Examples of such (C) green inorganic pigments include Pigment Green 19 (Zn-Co composite oxide, zinc green, cobalt green), Pigment Green 26 (Co-Zn-Cr-Ti composite oxide), and Pigment. Green 50 (Co-Ti composite oxide, Co-Mg-Ti composite oxide, Co-Ni-Zn-Ti composite oxide, titanium cobalt green), Pigment Blue 36 (Co-Al-Cr composite oxidation) Things) and so on.

Further, since (A) color unevenness is unlikely to occur during kneading with a crystalline thermoplastic resin having a melting point of 250 ° C. or higher and having an aromatic skeleton or during molding of a dental resin composite material, zinc or titanium is used. It is preferable to use a (C) green inorganic pigment composed of a composite oxide containing any of the elements, and it is further preferable to use a (C) green inorganic pigment composed of a composite oxide containing zinc and titanium.

It is not clear why the use of these inorganic pigments makes it difficult for color unevenness to occur, but due to the inclusion of the above elements, (A) the melting point is 250 ° C or higher and the crystallinity has an aromatic skeleton.

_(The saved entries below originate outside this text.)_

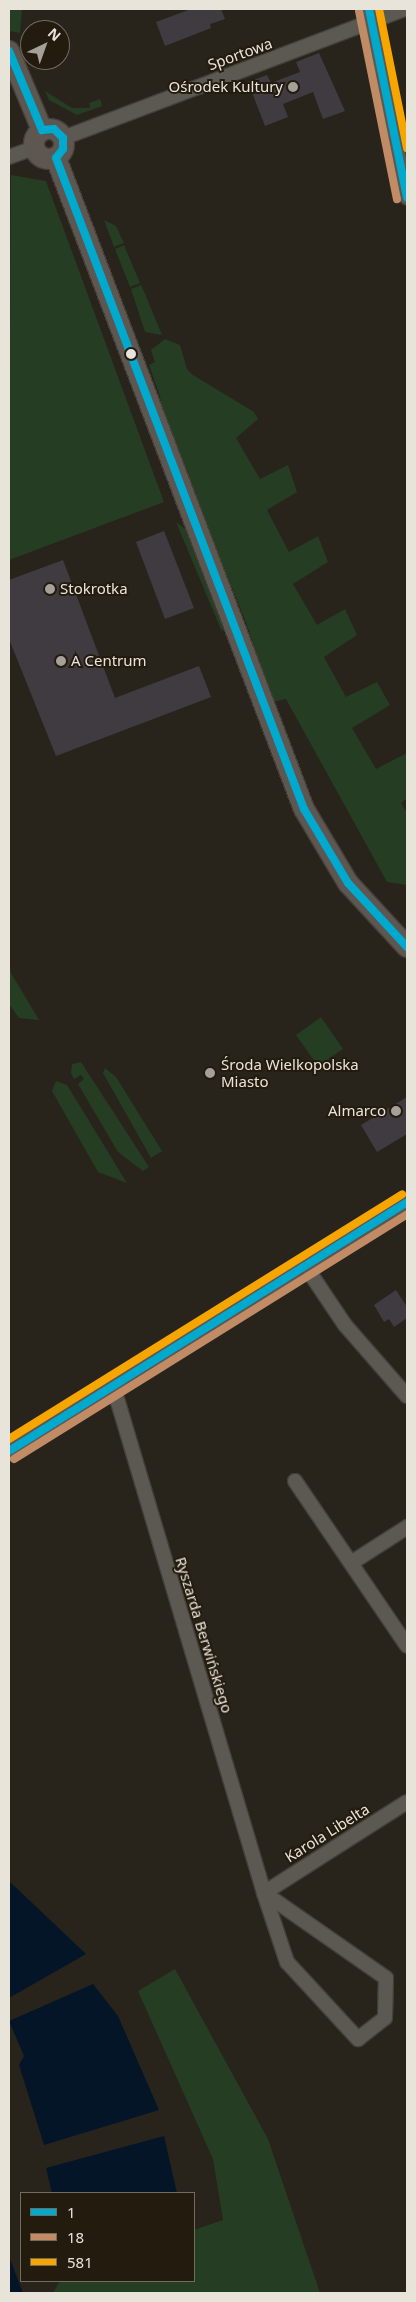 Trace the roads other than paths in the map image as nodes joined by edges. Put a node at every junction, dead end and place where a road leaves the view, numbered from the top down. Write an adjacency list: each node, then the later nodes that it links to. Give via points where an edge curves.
1 (405, 9): 2 (street, Sportowa)
2 (370, 14): 5 (street, Sportowa); 9 (street)
3 (9, 51): 4 (street)
4 (42, 130): 5 (street, via 54,129); 6 (street, via 34,138)
5 (63, 138): 8 (street, via 64,149)
6 (34, 148): 7 (street); 8 (street, via 43,158)
7 (9, 157)
8 (56, 158): 10 (street, via 304,809 348,883)
9 (407, 197)
10 (407, 948)
11 (407, 1202): 12 (street)
12 (306, 1267): 13 (street); 14 (street, via 345,1325)
13 (112, 1387): 15 (street); 21 (street, Ryszarda Berwińskiego)
14 (407, 1396)
15 (9, 1450)
16 (295, 1481): 18 (street)
17 (407, 1527): 18 (street)
18 (351, 1563): 19 (street)
19 (407, 1646)
20 (407, 1802): 21 (street, Karola Libelta)
21 (264, 1893): 21 (street, Ryszarda Berwińskiego, via 287,1962 358,2039 385,2018 386,1978) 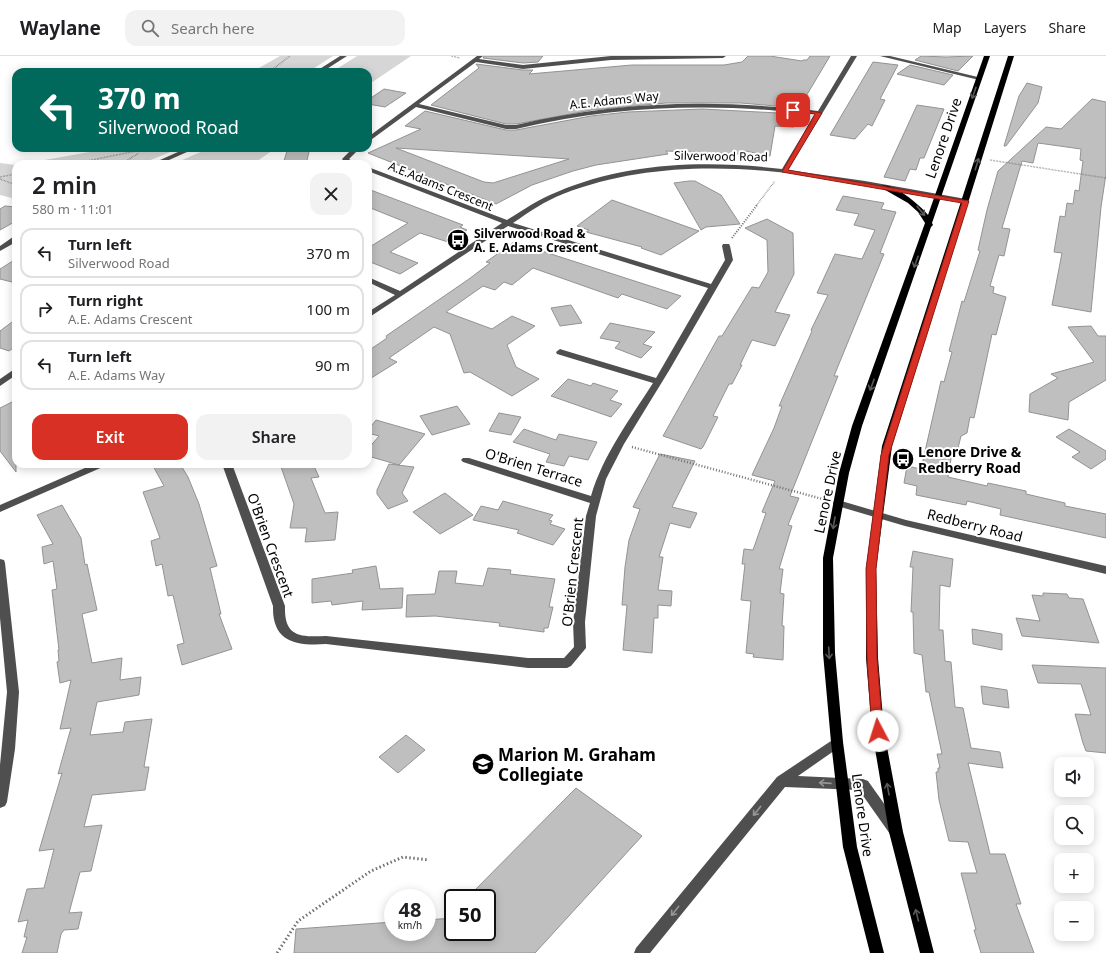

It is presumed that the familiarity with the thermoplastic resin at the time of dispersion is improved.

The proportion of the (C) green inorganic pigment in the dental resin material may be appropriately adjusted from the viewpoint of the color tone of the dental resin composite material, but is 0.01 part by mass in 100 parts by mass of the dental resin composite material. It is preferably in the range of ~ 0.5 parts by mass, more preferably in the range of 0.04 parts by mass to 0.3 parts by mass, and more preferably in the range of 0.08 parts by mass to 0.2 parts by mass. Is even more preferable. (C) By setting the blending amount of the green inorganic pigment to 0.01 parts by mass or more, it becomes easy to effectively suppress redness, and by setting it to 0.5 parts by mass or less, the dental resin composite material It becomes easy to make the brightness appropriate, and it becomes easy to obtain high aesthetics.

The particle size of the pigment is not particularly limited, but the volume average particle size measured by a laser scattering method (LS230 manufactured by Beckman Coulter, ethanol is used as a dispersion medium) is preferably 0.01 μm to 10 μm, preferably 0.1 μm to It is more preferably 3 μm, and most preferably 0.3 μm to 2 μm. Finer particle size improves dispersibility and high color development can be obtained even with a smaller amount of mixing, but if it is too small, it becomes difficult to disintegrate the agglomerates and the dispersibility is likely to deteriorate. ..

In addition, (C) the green inorganic pigment modifies the surface texture and (A) improves the compatibility with crystalline thermoplastic resins having a melting point of 250 ° C. or higher and having an aromatic skeleton and other components. For the purpose of, the surface treatment may be performed with a surface treatment agent or the like.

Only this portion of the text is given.